Deposit of Bitcoin; Issuance of Baskets, page 70
21. | Please disclose why and under what circumstances the Authorized Participants will utilize designated third parties to deliver bitcoin to the Trust’s Trading Balance with the Prime Broker. Please also disclose when the bitcoin will be transferred to the account with the Bitcoin Custodian, whether that is a condition to issuing a Basket to the Authorized Participant, and who will be responsible for the cost of the on-chain transaction. |
In response to the Staff’s comment, the Trust supplementally advises the Staff that the Authorized Participants will use Market Makers which may include affiliates of the Authorized Participant or designated third parties to deliver bitcoin to and receive bitcoin from the Trust’s Trading Balance, and that this will be the standard procedure used in creation and redemption of baskets.

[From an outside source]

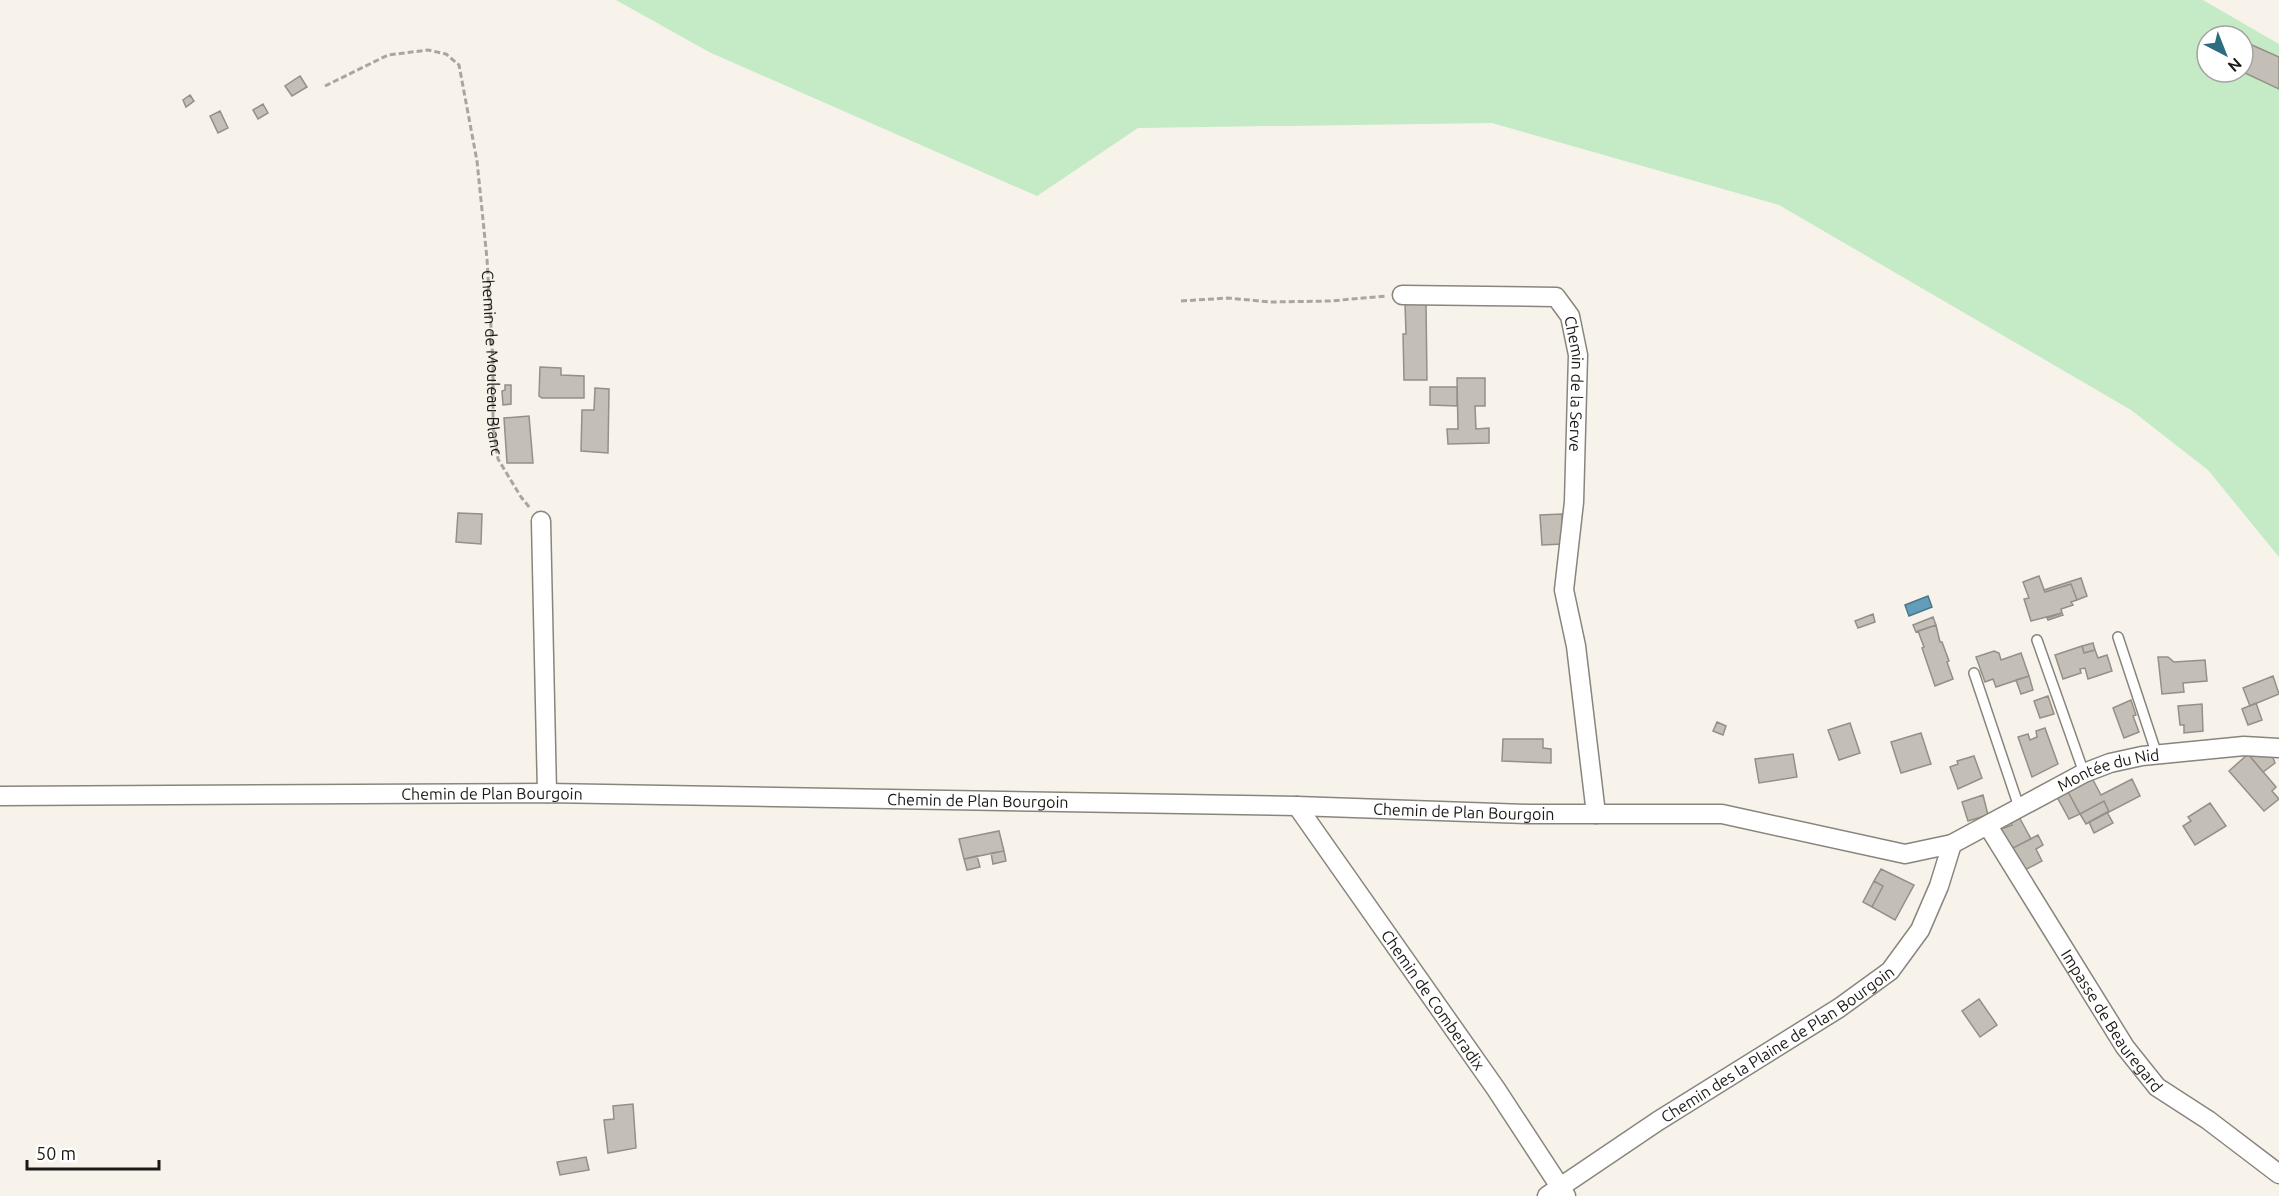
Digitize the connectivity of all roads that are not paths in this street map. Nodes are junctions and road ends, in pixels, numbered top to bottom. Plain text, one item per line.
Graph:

All Authorized Participants will be banks and/or registered securities broker-dealers. Since under current U.S. regulations, registered broker-dealers that engage in the trading of securities may not engage in the trading of bitcoin, at the time of launch, the Market Makers that engage in the deposit and receipt of bitcoin in connection with the in-kind creation and redemption orders initiated by Authorized Participants will be affiliates of the Authorized Participants or other broker-dealers. These Market Makers are not registered broker-dealer entities. In the course of a redemption in-kind of Baskets by the Authorized Participant, bitcoin will be delivered to the designated Market Maker, and this entity will have delivered cash to its affiliate registered broker-dealer entity before any Basket of Shares of such registered broker-dealer entity is redeemed with the Trust pursuant to a redemption order submitted by an Authorized Participant. As such, the registered broker-dealer entities involved in creation and redemption activity will never trade in bitcoin, nor at any point have a receivable in bitcoin associated with such transactions. The Trust has revised the disclosure on page 69 of the prospectus to clarify that bitcoin will be delivered and received by affiliates of the Authorized Participant or designated third parties. Additionally, the Trust supplementally advises the Staff that bitcoin delivered to the Trust’s Trading Balance will be transferred to the Bitcoin Custodian through a regular end-of-day sweep process. Shares will be issued to the Authorized Participant upon successful delivery of the bitcoin to the Trust’s Trading Balance. The Prime Broker will absorb the cost of the on-chain transaction from the Trust’s Trading Balance to the Trust’s Vault Balance.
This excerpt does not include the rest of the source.